→ WHAT IS EXPECTED: Begin at the line that has "an edge curves.", stop after the line that has "Trace all roads", and print exactly those lines from the records below, without any pictures.

→ RECORDS PROVIDED:
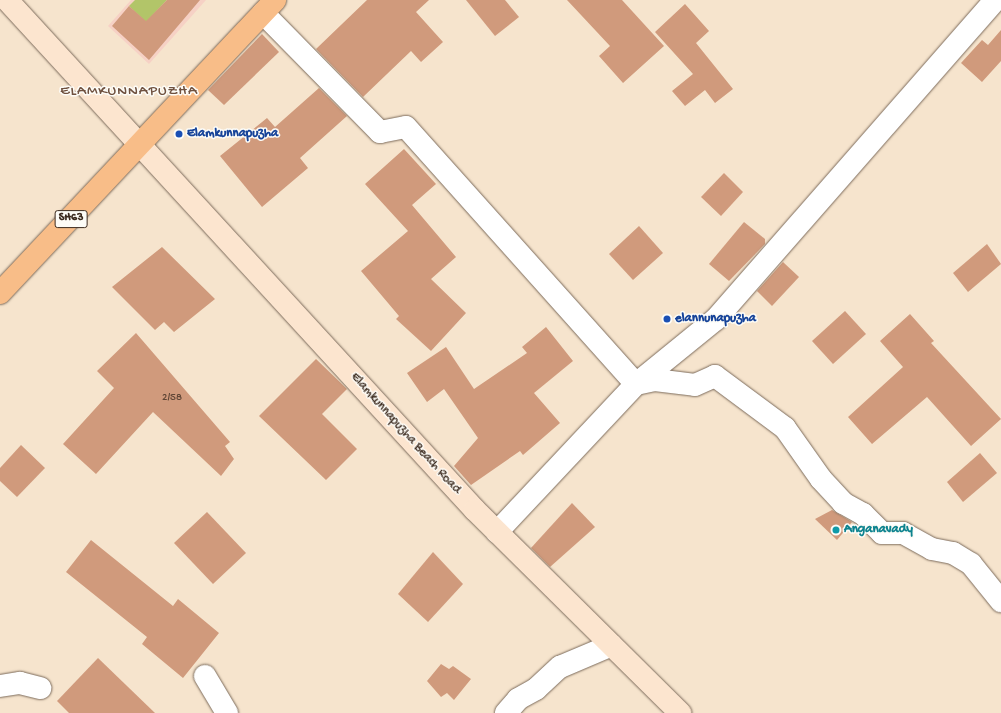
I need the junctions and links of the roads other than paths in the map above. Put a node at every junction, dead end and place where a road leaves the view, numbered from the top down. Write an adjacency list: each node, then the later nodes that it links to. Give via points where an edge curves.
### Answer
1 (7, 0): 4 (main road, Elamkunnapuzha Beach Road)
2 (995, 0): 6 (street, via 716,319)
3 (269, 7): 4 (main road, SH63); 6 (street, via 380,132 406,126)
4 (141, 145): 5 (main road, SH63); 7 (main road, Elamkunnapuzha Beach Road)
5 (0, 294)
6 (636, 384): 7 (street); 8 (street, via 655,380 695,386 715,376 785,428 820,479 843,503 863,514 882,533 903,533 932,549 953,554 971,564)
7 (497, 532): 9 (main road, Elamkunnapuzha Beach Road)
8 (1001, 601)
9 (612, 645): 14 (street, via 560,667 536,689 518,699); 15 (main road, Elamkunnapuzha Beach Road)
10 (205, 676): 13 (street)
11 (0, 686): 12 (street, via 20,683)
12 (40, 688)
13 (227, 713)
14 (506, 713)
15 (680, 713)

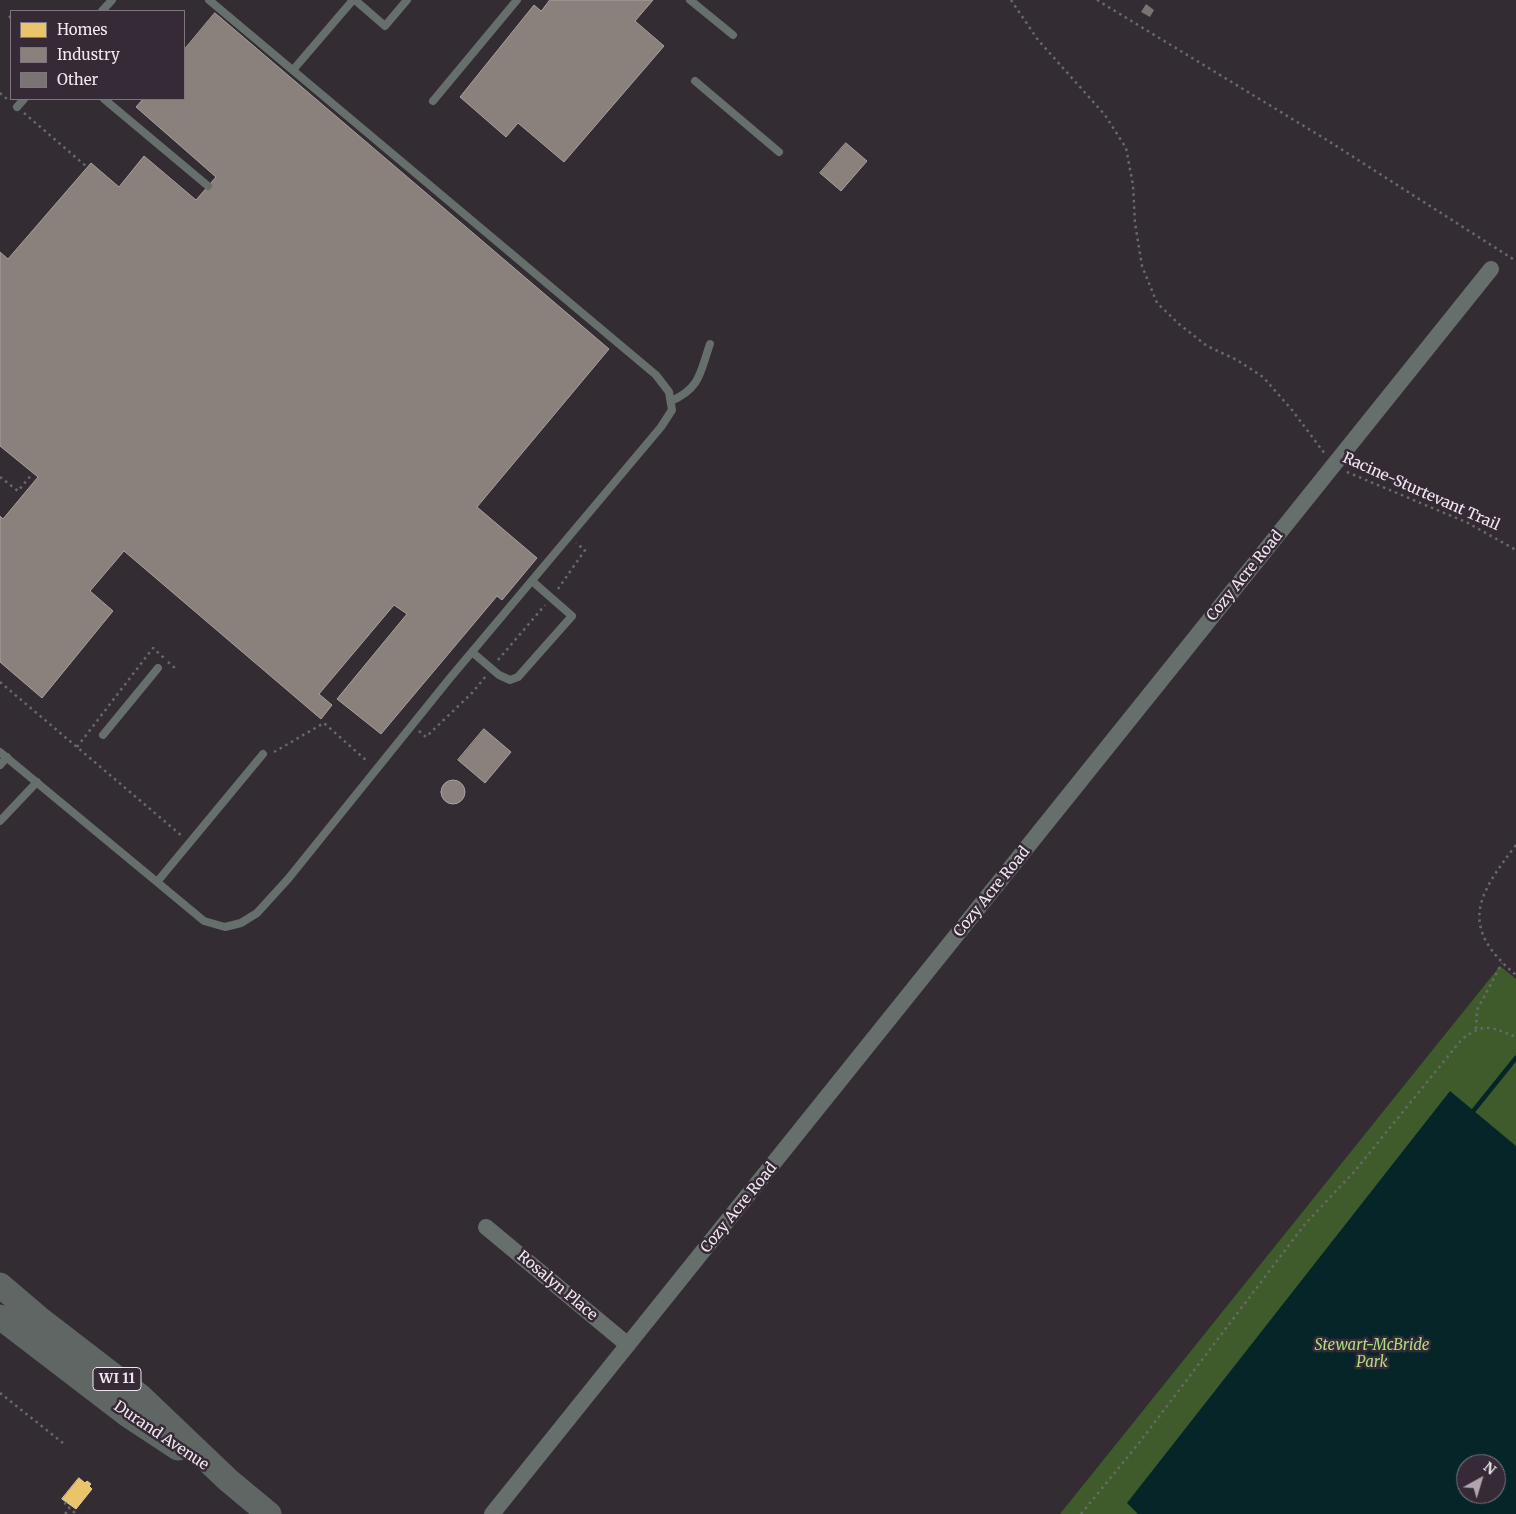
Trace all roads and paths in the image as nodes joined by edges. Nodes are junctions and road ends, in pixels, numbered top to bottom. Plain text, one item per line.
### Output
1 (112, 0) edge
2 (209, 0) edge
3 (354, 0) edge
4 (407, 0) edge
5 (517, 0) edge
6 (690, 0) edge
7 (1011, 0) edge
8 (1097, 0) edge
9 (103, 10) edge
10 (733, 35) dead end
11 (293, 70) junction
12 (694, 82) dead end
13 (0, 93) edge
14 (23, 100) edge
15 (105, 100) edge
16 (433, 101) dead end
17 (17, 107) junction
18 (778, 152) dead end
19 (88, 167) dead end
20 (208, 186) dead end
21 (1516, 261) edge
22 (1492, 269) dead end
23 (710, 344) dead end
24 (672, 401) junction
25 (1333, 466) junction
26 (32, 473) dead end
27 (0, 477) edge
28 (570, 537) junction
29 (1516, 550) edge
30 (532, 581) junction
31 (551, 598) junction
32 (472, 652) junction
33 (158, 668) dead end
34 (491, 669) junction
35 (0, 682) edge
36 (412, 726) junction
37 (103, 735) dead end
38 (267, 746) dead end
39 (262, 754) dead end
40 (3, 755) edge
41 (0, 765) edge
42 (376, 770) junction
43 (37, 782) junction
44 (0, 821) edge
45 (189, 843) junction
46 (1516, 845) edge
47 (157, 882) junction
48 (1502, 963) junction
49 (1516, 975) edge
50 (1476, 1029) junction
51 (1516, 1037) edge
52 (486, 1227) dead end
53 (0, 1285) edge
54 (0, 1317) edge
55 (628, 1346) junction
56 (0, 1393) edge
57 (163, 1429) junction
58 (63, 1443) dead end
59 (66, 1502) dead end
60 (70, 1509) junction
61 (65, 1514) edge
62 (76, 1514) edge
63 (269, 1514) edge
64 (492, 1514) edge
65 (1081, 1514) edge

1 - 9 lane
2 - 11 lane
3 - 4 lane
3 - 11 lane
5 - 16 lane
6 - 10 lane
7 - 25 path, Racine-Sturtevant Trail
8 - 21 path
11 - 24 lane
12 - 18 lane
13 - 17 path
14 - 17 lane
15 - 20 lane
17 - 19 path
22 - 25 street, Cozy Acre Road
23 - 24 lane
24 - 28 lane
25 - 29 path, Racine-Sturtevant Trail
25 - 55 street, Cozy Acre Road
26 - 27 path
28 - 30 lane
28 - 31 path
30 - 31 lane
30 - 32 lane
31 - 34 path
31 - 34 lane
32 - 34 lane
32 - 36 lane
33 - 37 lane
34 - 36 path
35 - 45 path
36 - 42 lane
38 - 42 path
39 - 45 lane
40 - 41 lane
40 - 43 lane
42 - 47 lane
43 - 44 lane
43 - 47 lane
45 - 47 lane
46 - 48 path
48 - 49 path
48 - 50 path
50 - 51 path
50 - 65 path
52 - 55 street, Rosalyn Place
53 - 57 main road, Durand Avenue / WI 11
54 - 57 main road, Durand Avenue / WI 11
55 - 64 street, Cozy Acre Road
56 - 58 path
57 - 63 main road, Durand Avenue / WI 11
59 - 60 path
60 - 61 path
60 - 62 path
...
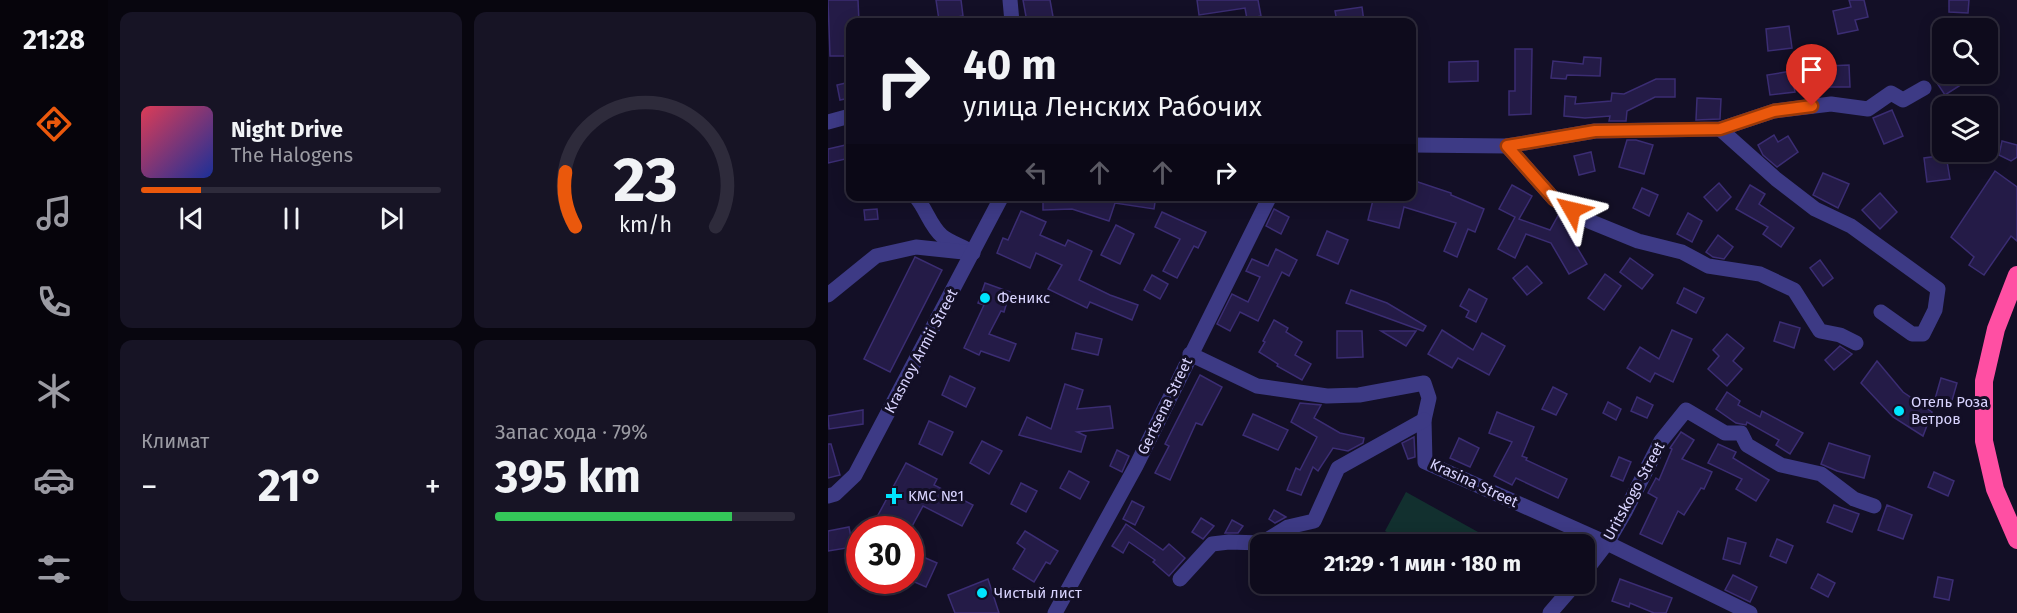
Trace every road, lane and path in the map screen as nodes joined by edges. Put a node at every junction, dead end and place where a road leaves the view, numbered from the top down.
--
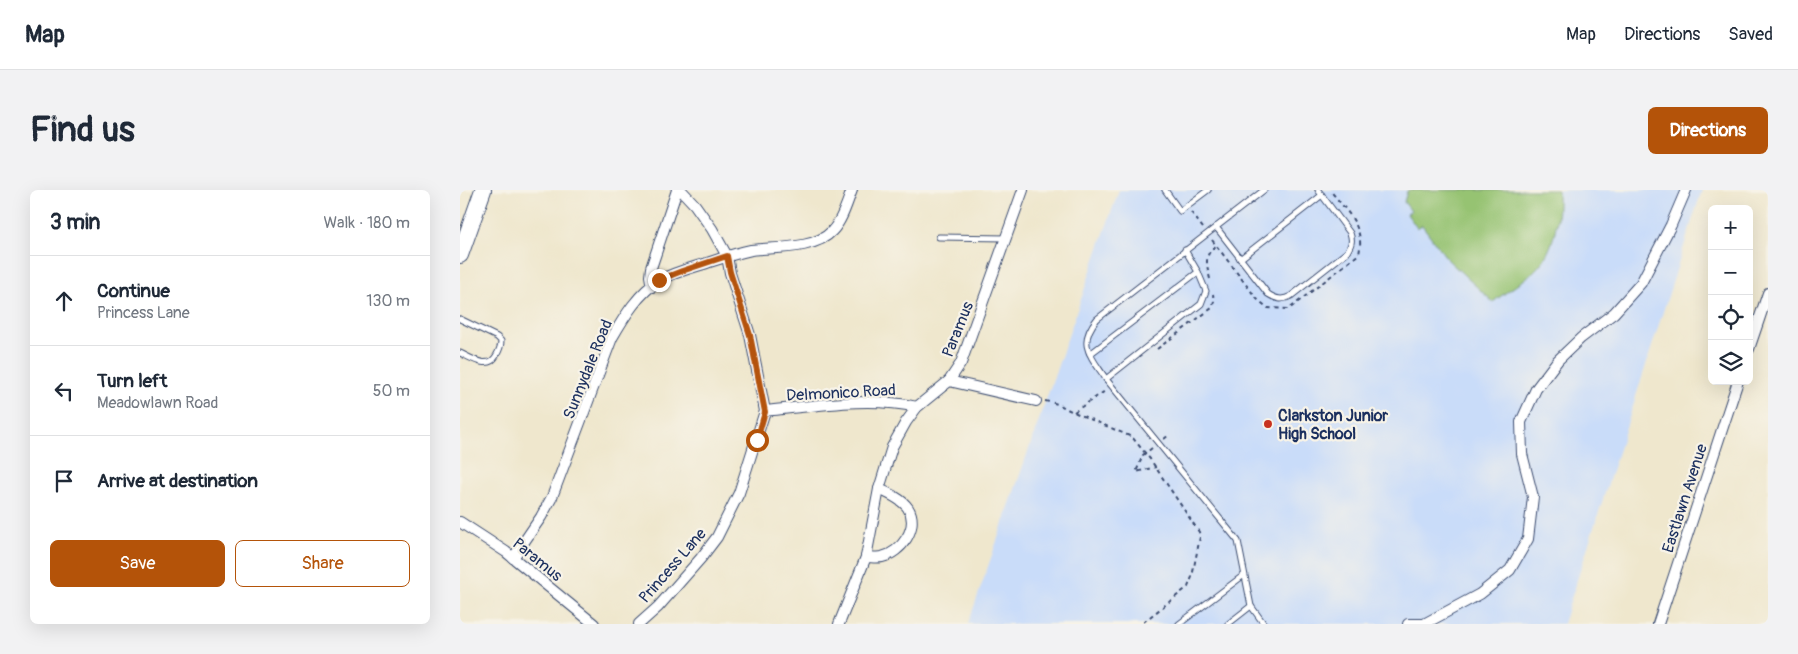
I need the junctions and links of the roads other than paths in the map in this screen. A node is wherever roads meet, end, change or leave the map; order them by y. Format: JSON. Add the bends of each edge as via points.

→ OUTPUT:
I need the junctions and links of the roads other than paths in the map above. Put a node at every junction, dead end and place where a road leaves the view, numbered from the top down. Write an adjacency list: each node, then the later nodes that it links to. Give via points where an edge curves.
### Answer
1 (7, 0): 4 (main road, Elamkunnapuzha Beach Road)
2 (995, 0): 6 (street, via 716,319)
3 (269, 7): 4 (main road, SH63); 6 (street, via 380,132 406,126)
4 (141, 145): 5 (main road, SH63); 7 (main road, Elamkunnapuzha Beach Road)
5 (0, 294)
6 (636, 384): 7 (street); 8 (street, via 655,380 695,386 715,376 785,428 820,479 843,503 863,514 882,533 903,533 932,549 953,554 971,564)
7 (497, 532): 9 (main road, Elamkunnapuzha Beach Road)
8 (1001, 601)
9 (612, 645): 14 (street, via 560,667 536,689 518,699); 15 (main road, Elamkunnapuzha Beach Road)
10 (205, 676): 13 (street)
11 (0, 686): 12 (street, via 20,683)
12 (40, 688)
13 (227, 713)
14 (506, 713)
15 (680, 713)

Trace all roads and paths in the image as nodes joined by edges. Nodes are junctions and road ends, in pixels, numbered top to bottom. Plain text, one item per line.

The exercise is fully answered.